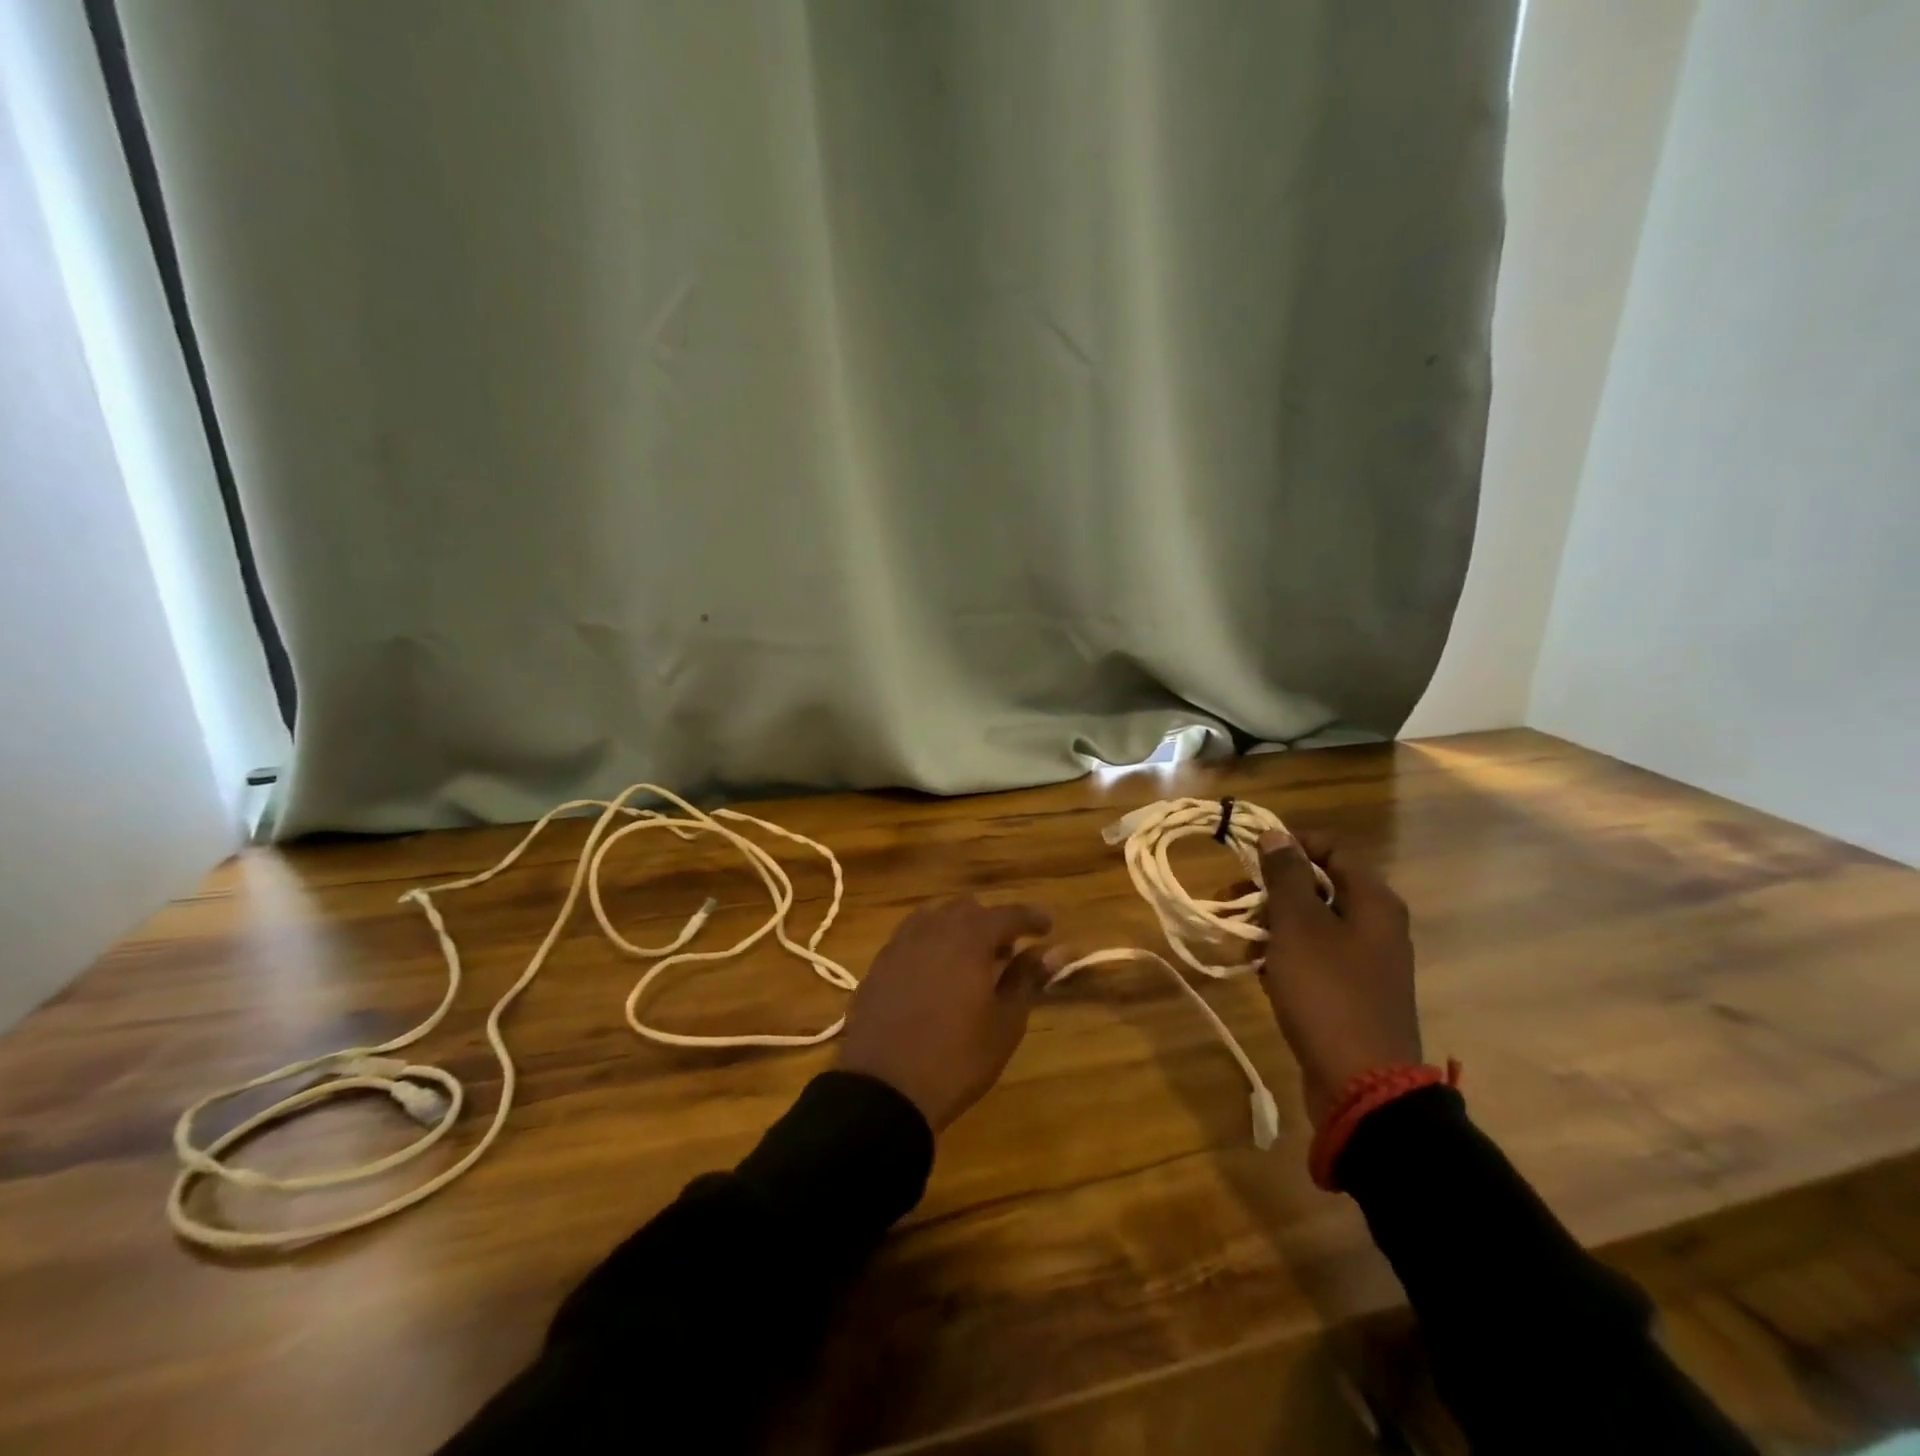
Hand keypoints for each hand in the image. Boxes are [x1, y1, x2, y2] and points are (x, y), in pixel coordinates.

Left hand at [837, 895, 1063, 1132]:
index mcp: (969, 938)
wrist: (882, 1090)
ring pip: (935, 918)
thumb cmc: (955, 1059)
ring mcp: (900, 944)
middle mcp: (932, 929)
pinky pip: (910, 939)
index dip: (1031, 918)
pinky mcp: (878, 965)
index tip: (1047, 927)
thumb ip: (1027, 979)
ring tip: (970, 963)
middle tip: (1007, 954)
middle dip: (991, 924)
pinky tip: (935, 976)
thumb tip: (1053, 951)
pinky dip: (930, 946)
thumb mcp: (1004, 1024)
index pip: (1008, 914)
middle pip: (968, 909)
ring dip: (958, 930)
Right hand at [1258, 831, 1421, 1126]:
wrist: (1363, 1084)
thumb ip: (1286, 875)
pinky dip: (1285, 956)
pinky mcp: (1351, 992)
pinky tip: (1258, 970)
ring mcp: (1366, 961)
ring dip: (1272, 924)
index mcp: (1373, 901)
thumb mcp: (1299, 926)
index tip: (1246, 855)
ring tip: (1239, 939)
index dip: (1289, 844)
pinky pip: (1314, 957)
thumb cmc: (1328, 992)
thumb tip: (1276, 835)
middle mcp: (1376, 925)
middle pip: (1318, 886)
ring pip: (1311, 924)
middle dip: (1271, 889)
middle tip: (1231, 900)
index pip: (1331, 848)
§
> _WHAT IS REQUIRED_:
Every line that contains the string "hand" should be returned from the data.

> _RESPONSE_:
Hand keypoints for each hand in the image. Boxes are [x1, y1, x2, y2] and points are (x, y), in pixel coordinates.
Left hand at [837, 895, 1063, 1132]:
Right hand at [1258, 831, 1421, 1126]:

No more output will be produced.